TASK OBJECTIVE:
Exclude the pictures; give every entry again exactly as written.

BEGIN EXCERPTED RECORDS

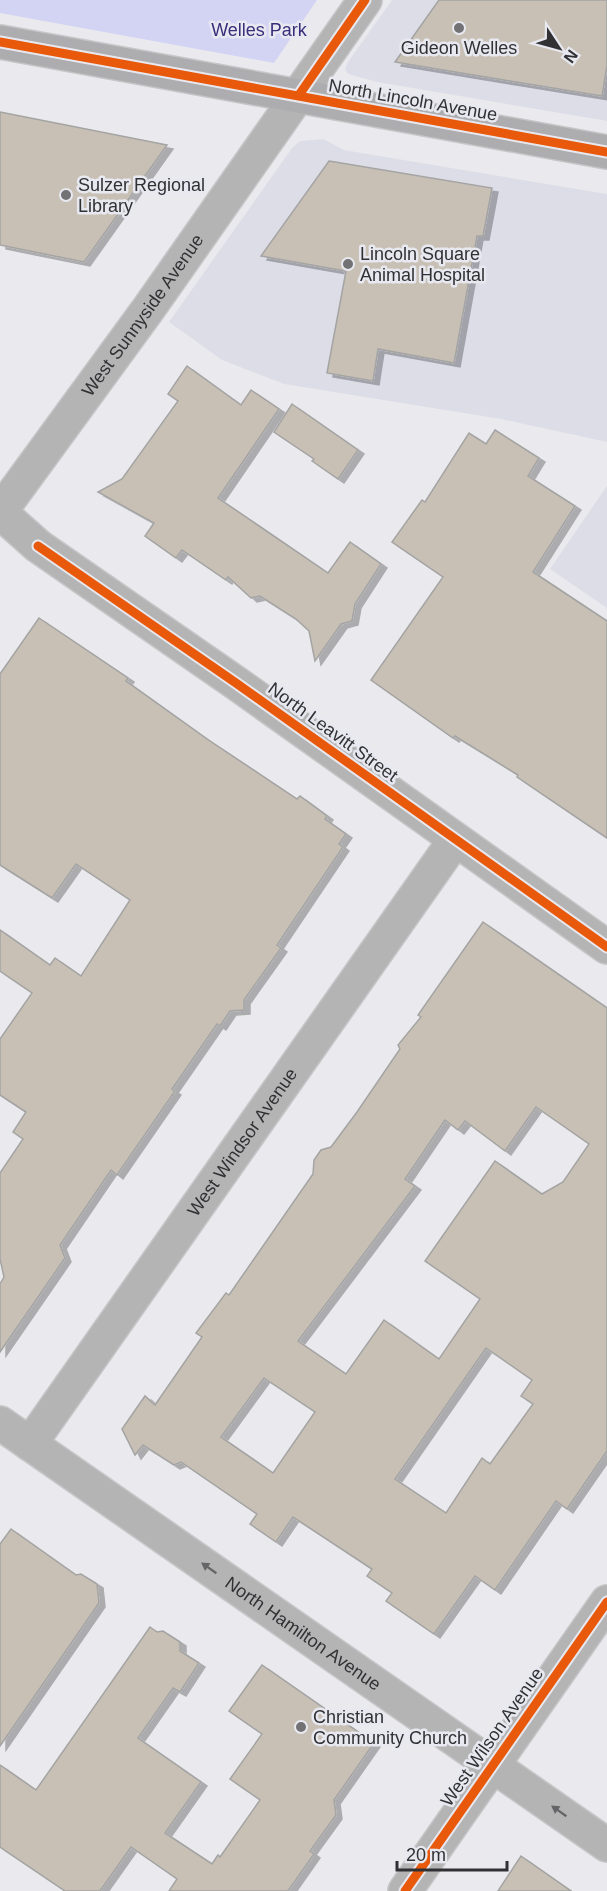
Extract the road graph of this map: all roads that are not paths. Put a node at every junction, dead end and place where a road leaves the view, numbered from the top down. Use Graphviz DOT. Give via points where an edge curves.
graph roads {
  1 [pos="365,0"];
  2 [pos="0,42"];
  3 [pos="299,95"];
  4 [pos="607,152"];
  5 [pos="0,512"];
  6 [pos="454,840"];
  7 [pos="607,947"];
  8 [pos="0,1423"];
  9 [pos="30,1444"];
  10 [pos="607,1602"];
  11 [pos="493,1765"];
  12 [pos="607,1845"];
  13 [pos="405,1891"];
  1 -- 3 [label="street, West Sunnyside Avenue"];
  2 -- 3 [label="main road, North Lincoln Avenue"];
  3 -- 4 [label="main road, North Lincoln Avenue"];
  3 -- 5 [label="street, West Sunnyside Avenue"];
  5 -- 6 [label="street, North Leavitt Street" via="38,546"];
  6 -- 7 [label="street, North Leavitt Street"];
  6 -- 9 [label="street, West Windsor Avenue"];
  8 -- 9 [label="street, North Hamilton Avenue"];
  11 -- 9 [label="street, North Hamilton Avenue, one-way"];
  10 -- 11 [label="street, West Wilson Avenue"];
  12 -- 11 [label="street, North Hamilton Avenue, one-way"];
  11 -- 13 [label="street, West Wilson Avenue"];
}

END EXCERPTED RECORDS

EXERCISE ANSWER:
Extract the road graph of this map: all roads that are not paths. Put a node at every junction, dead end and place where a road leaves the view, numbered from the top down. Use Graphviz DOT. Give via points where an edge curves.
graph roads {
  1 [pos="365,0"];
  2 [pos="0,42"];
  3 [pos="299,95"];
  4 [pos="607,152"];
  5 [pos="0,512"];
  6 [pos="454,840"];
  7 [pos="607,947"];
  8 [pos="0,1423"];
  9 [pos="30,1444"];
  10 [pos="607,1602"];
  11 [pos="493,1765"];
  12 [pos="607,1845"];
  13 [pos="405,1891"];
  1 -- 3 [label="street, West Sunnyside Avenue"];
  2 -- 3 [label="main road, North Lincoln Avenue"];
  3 -- 4 [label="main road, North Lincoln Avenue"];
  3 -- 5 [label="street, West Sunnyside Avenue"];
  5 -- 6 [label="street, North Leavitt Street" via="38,546"];
  6 -- 7 [label="street, North Leavitt Street"];
  6 -- 9 [label="street, West Windsor Avenue"];
  8 -- 9 [label="street, North Hamilton Avenue"];
  11 -- 9 [label="street, North Hamilton Avenue, one-way"];
  10 -- 11 [label="street, West Wilson Avenue"];
  12 -- 11 [label="street, North Hamilton Avenue, one-way"];
  11 -- 13 [label="street, West Wilson Avenue"];
}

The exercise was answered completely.